WHAT THE EXERCISE ASKS: Give back exactly the line containing "Quick job: Transcribe" and all that follow it in the data below, with the pictures left out.

AVAILABLE RECORDS:

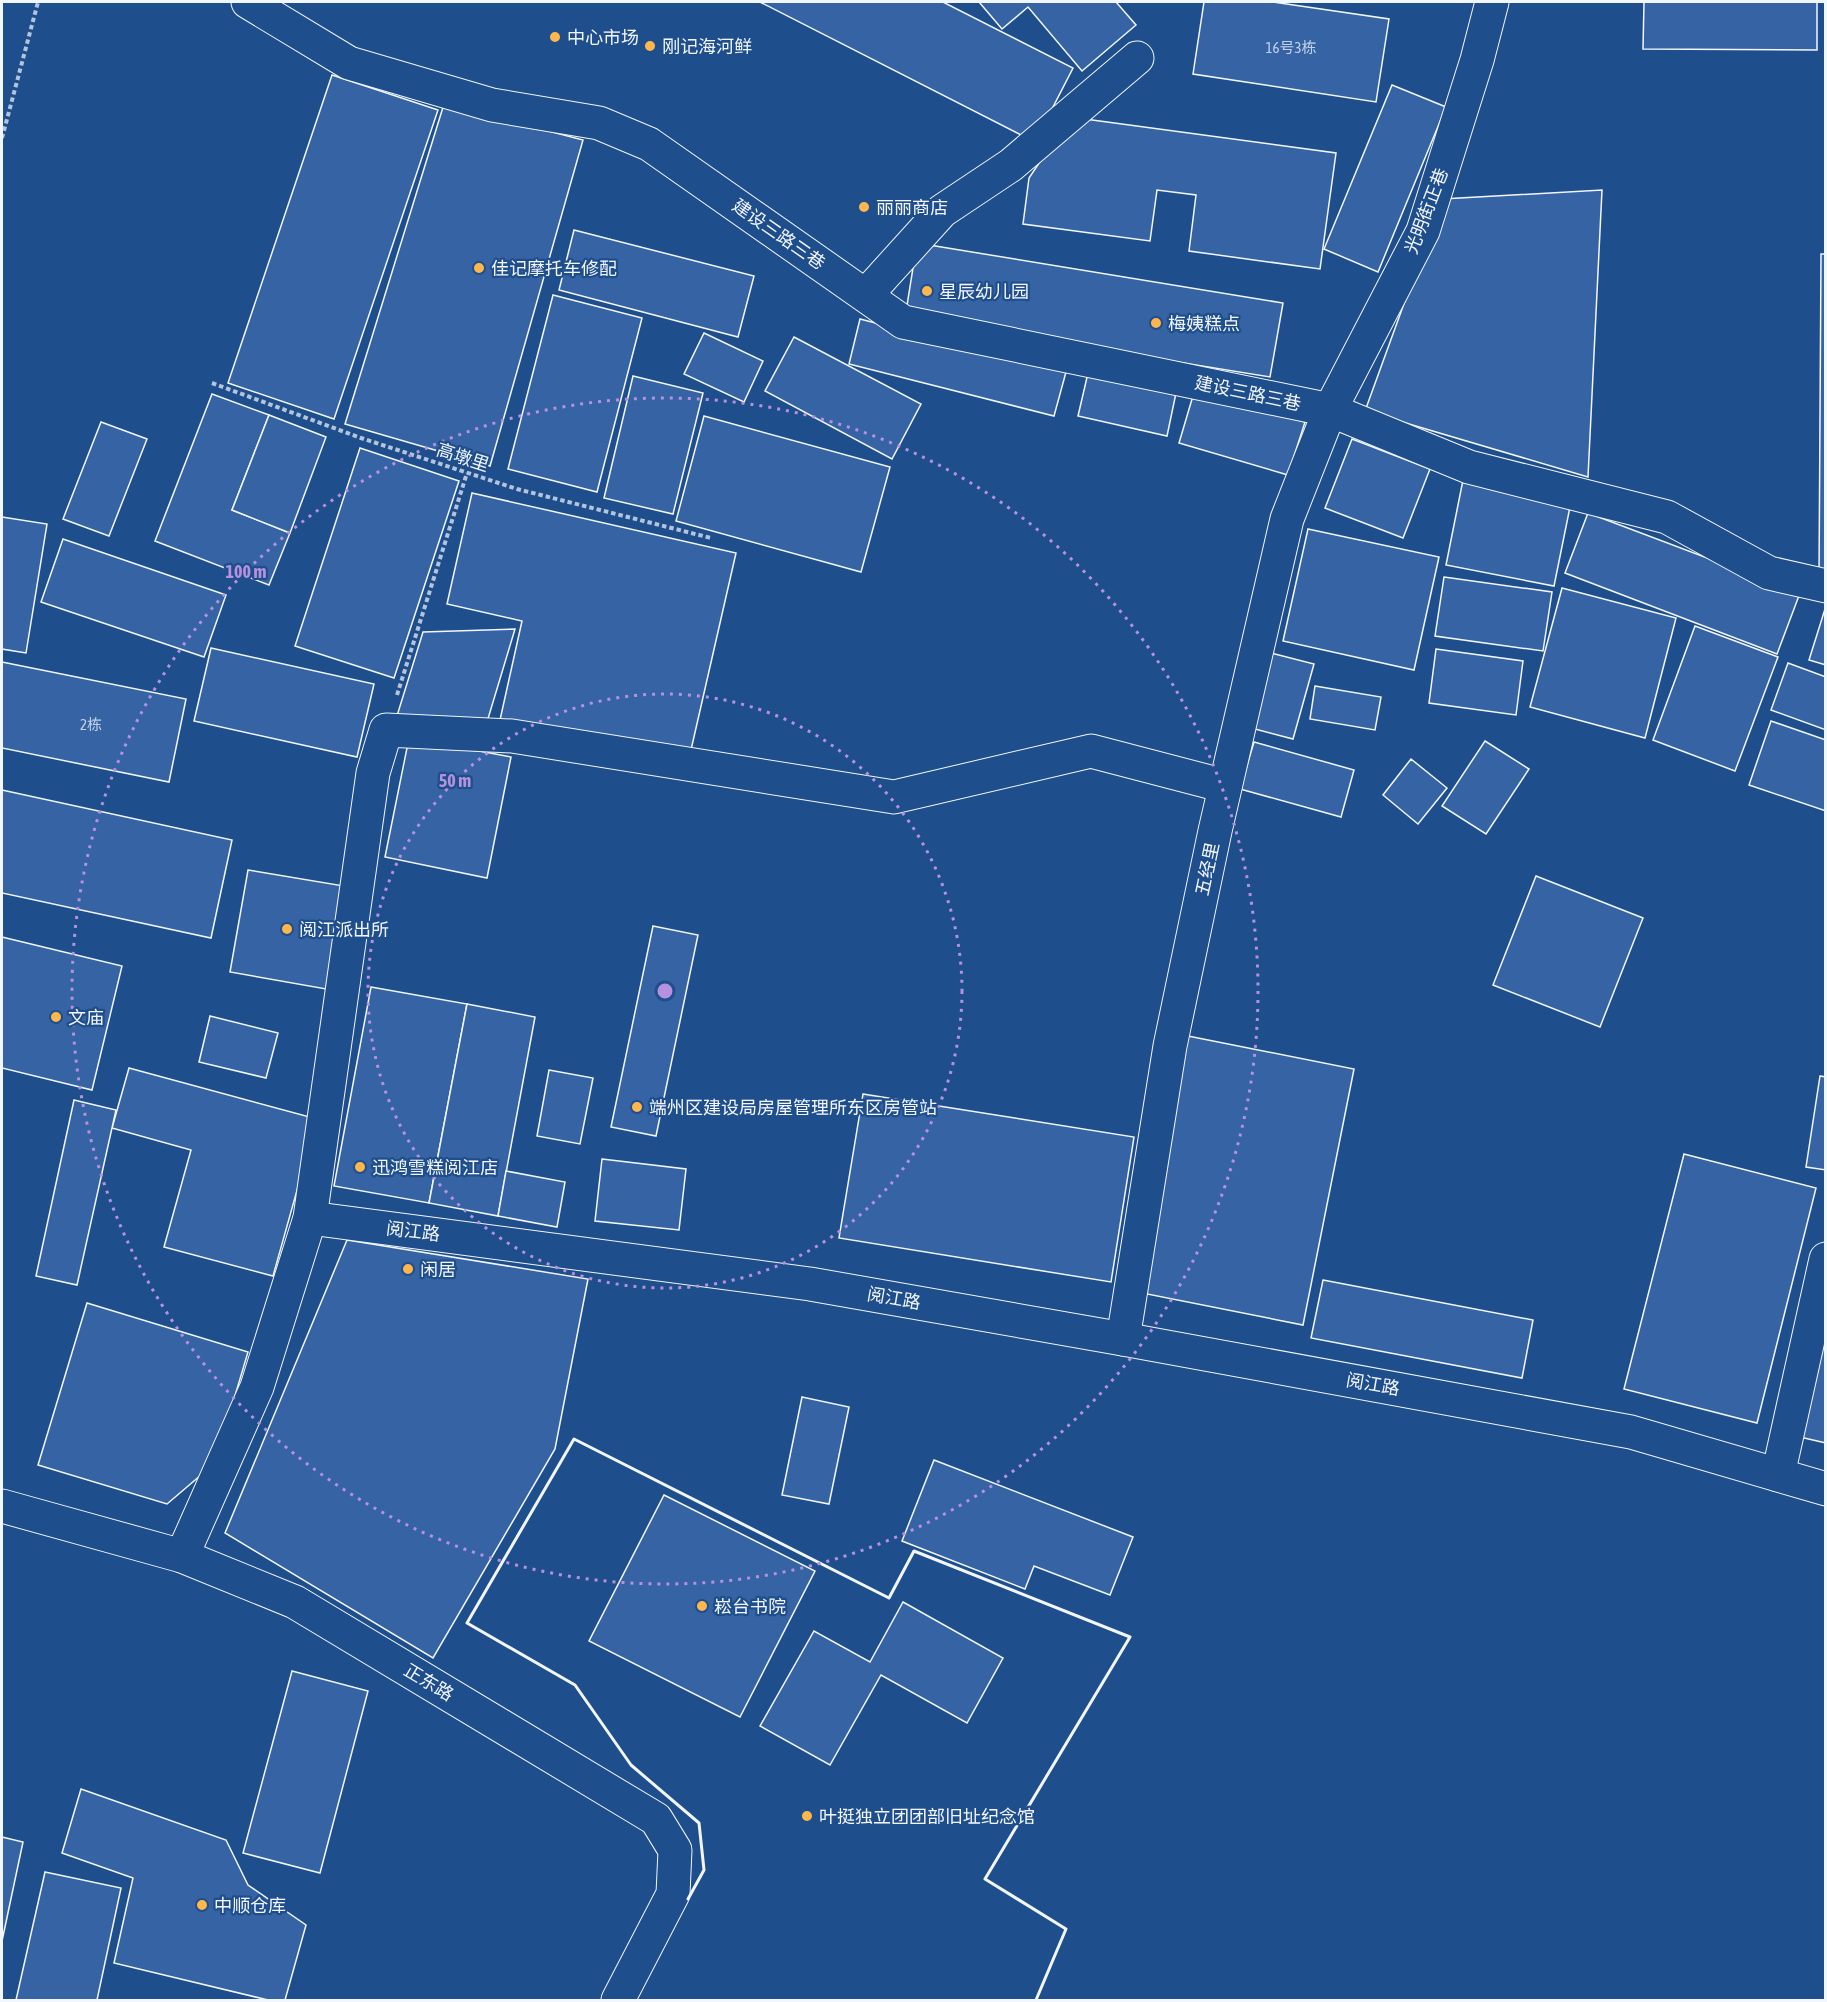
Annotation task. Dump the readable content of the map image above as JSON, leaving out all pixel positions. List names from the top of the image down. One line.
{"streets":{"street":["光明街正巷","建设三路三巷","五经里","阅江路","正东路"],"path":["高墩里"]},"crossings":[["光明街正巷","建设三路三巷"],["光明街正巷","五经里"],["建设三路三巷","五经里"],["五经里","阅江路"]],"places":["中心市场","刚记海河鲜","丽丽商店","佳记摩托车修配","星辰幼儿园","梅姨糕点","阅江派出所","文庙","端州区建设局房屋管理所东区房管站","迅鸿雪糕阅江店","闲居","崧台书院","叶挺独立团团部旧址纪念馆","中顺仓库"],"house_numbers":["16号3栋","2栋"],"rings":["100 m","50 m"]}
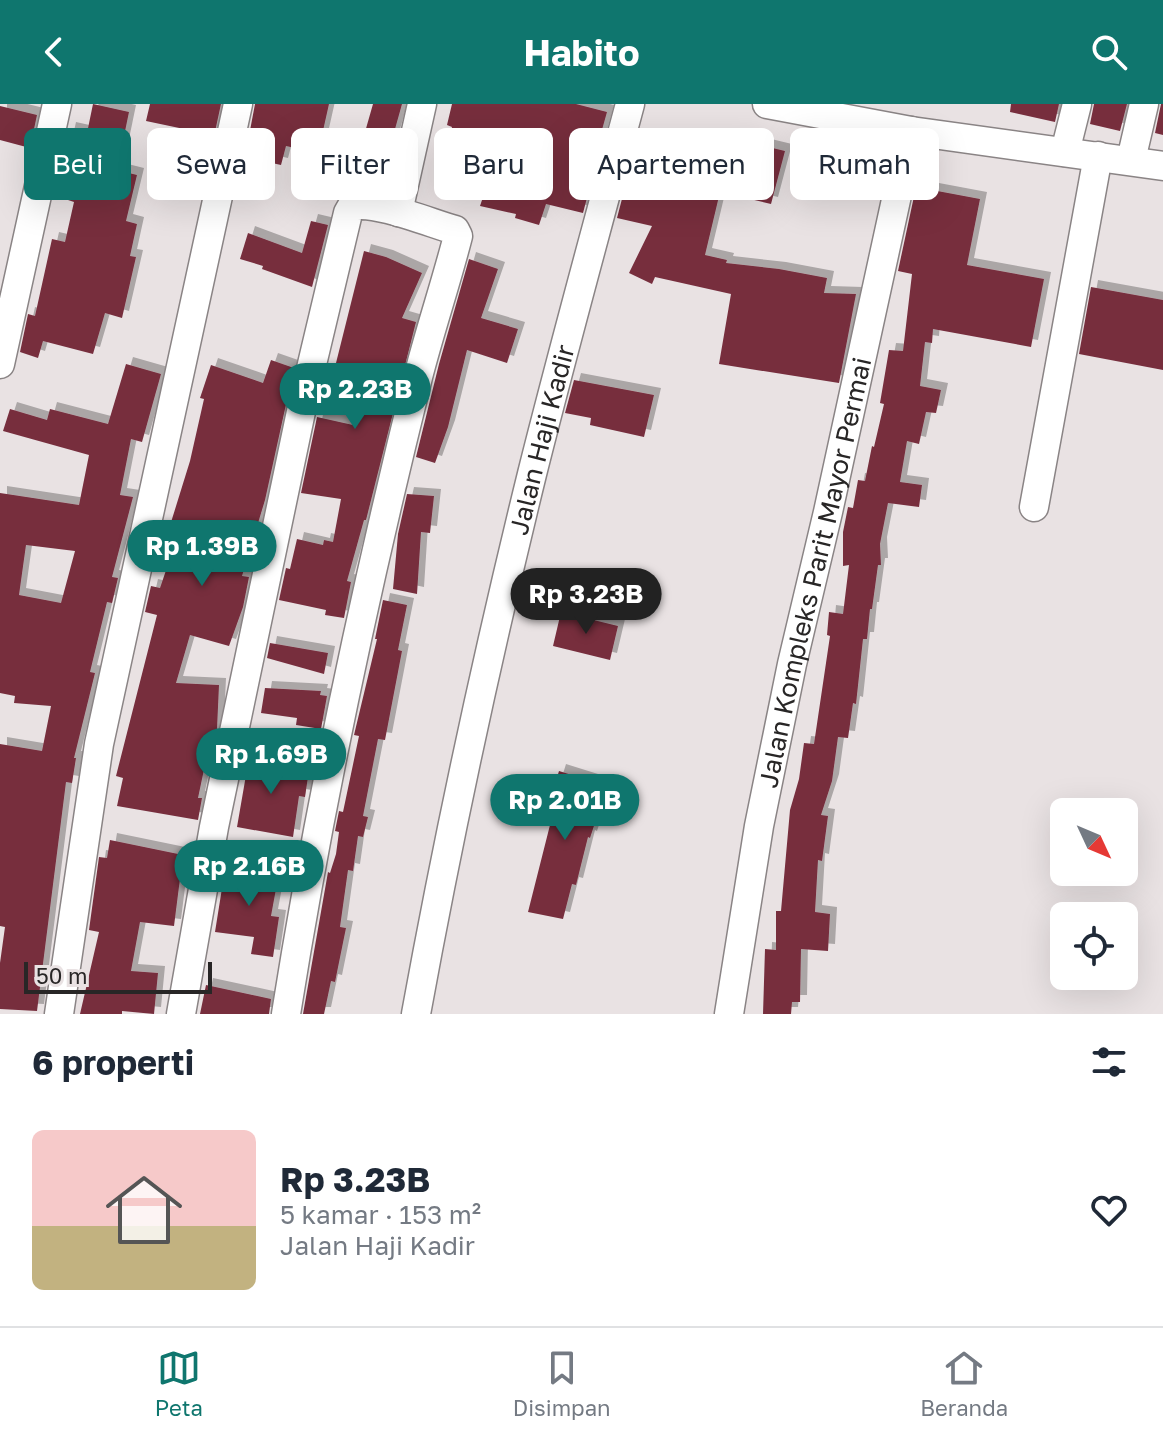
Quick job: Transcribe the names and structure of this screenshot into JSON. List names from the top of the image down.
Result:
{
  "streets": {
    "street": ["Jalan Haji Kadir", "Jalan Kompleks Parit Mayor Permai"]
  },
  "scale_bar": "50 m",
  "north": "bottom right",
  "page": {
    "header": "Habito",
    "chip": [
      "Beli",
      "Sewa",
      "Filter",
      "Baru",
      "Apartemen",
      "Rumah"
    ],
    "price": [
      "Rp 2.23B",
      "Rp 1.39B",
      "Rp 3.23B",
      "Rp 1.69B",
      "Rp 2.01B",
      "Rp 2.16B"
    ],
    "scale": "50 m",
    "heading": "6 properti",
    "list": [
      {
        "name": "Rp 3.23B",
        "note": "5 kamar · 153 m² · Jalan Haji Kadir"
      }
    ],
    "tabs": ["Peta", "Disimpan", "Beranda"]
  }
}
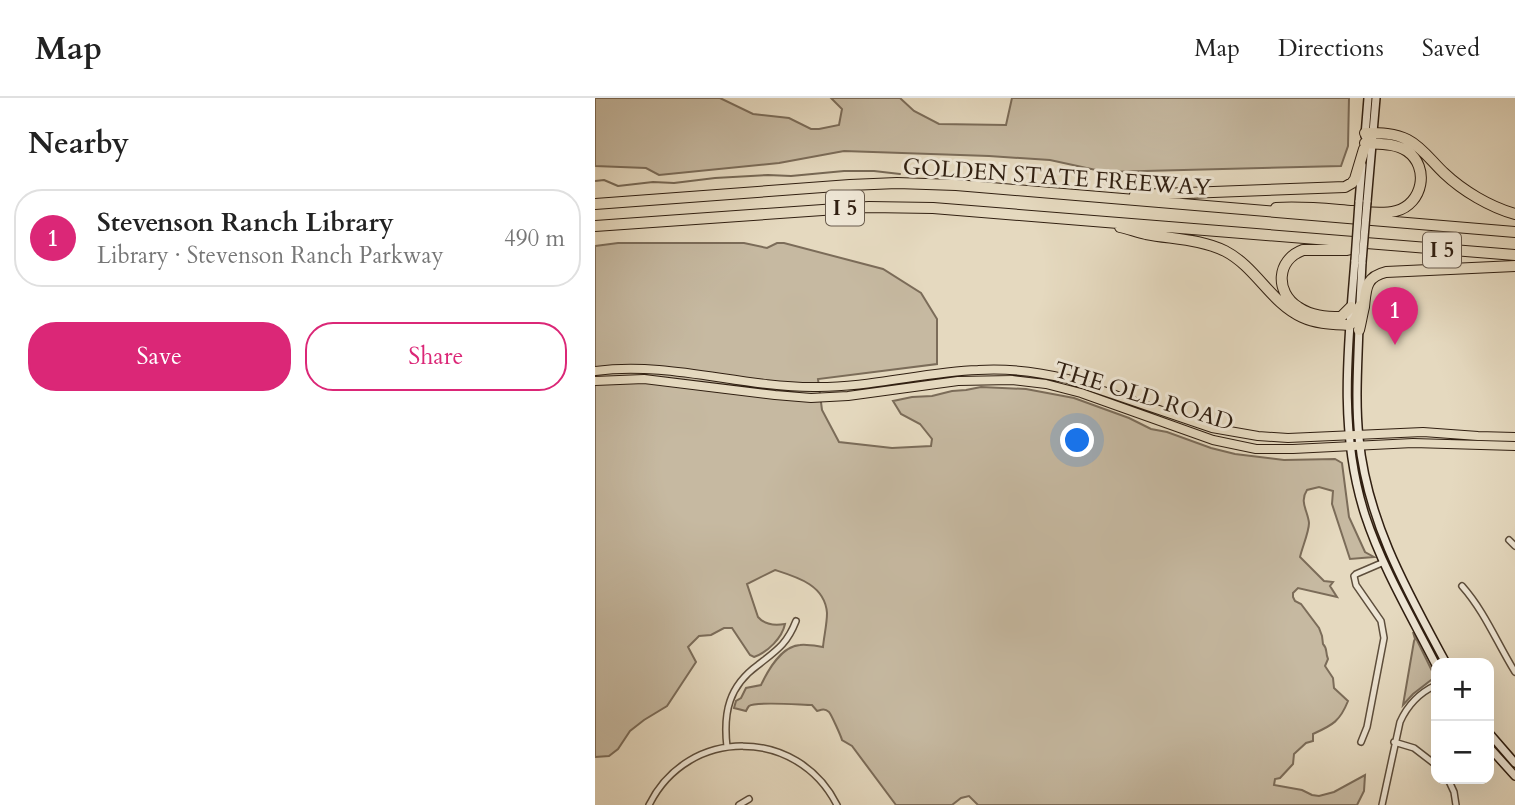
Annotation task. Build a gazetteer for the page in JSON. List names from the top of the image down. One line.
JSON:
{"streets":{"highway":["GOLDEN STATE FREEWAY","I 5"],"main road":["THE OLD ROAD"]},"page":{"header":"Map","nav":["Map","Directions","Saved"],"heading":"Nearby","list":[{"mark":"1","name":"Stevenson Ranch Library","note":"Library · Stevenson Ranch Parkway","value":"490 m"}],"pins":"1","buttons":["Save","Share"],"map_buttons":["+","−"]}}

TASK RESPONSE:
Quick job: Transcribe the names and structure of this screenshot into JSON. List names from the top of the image down.
Result:
{
  "streets": {
    "street": ["Jalan Haji Kadir", "Jalan Kompleks Parit Mayor Permai"]
  },
  "scale_bar": "50 m",
  "north": "bottom right",
  "page": {
    "header": "Habito",
    "chip": [
      "Beli",
      "Sewa",
      "Filter",
      "Baru",
      "Apartemen",
      "Rumah"
    ],
    "price": [
      "Rp 2.23B",
      "Rp 1.39B",
      "Rp 3.23B",
      "Rp 1.69B",
      "Rp 2.01B",
      "Rp 2.16B"
    ],
    "scale": "50 m",
    "heading": "6 properti",
    "list": [
      {
        "name": "Rp 3.23B",
        "note": "5 kamar · 153 m² · Jalan Haji Kadir"
      }
    ],
    "tabs": ["Peta", "Disimpan", "Beranda"]
  }
}
Annotation task. Build a gazetteer for the page in JSON. List names from the top of the image down. One line.
JSON:
{"streets":{"highway":["GOLDEN STATE FREEWAY","I 5"],"main road":["THE OLD ROAD"]},"page":{"header":"Map","nav":["Map","Directions","Saved"],"heading":"Nearby","list":[{"mark":"1","name":"Stevenson Ranch Library","note":"Library · Stevenson Ranch Parkway","value":"490 m"}],"pins":"1","buttons":["Save","Share"],"map_buttons":["+","−"]}}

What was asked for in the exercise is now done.